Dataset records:
Content starts

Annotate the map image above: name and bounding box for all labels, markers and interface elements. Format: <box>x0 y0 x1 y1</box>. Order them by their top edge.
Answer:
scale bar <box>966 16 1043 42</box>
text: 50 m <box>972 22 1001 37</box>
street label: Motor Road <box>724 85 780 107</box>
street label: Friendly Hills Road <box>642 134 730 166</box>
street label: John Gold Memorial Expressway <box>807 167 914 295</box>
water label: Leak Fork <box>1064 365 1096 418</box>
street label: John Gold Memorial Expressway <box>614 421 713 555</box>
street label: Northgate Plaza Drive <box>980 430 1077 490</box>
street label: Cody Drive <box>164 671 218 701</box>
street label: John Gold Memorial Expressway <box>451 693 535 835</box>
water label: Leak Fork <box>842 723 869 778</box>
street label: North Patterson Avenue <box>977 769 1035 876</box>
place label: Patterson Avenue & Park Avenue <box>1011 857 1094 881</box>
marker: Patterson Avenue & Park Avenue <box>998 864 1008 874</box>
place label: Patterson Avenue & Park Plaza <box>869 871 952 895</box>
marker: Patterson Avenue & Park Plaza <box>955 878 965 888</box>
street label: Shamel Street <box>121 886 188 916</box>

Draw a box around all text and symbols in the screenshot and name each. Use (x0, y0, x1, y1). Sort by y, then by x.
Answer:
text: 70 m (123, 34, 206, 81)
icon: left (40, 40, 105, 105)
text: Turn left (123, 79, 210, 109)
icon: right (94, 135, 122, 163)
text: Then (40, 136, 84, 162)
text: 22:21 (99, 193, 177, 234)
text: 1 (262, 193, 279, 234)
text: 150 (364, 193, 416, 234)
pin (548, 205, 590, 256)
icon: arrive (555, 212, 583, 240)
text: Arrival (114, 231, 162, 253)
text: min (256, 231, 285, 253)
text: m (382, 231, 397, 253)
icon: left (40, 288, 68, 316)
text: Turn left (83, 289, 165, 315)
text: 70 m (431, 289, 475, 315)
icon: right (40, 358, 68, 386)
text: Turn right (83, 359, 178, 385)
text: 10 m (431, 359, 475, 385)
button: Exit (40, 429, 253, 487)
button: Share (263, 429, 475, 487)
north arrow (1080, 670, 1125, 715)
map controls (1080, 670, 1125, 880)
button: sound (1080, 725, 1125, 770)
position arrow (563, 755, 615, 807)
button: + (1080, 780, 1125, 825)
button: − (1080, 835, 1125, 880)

Content ends

Looking at the entries above, say how many lines contain the word "name". Only the number is wanted.

2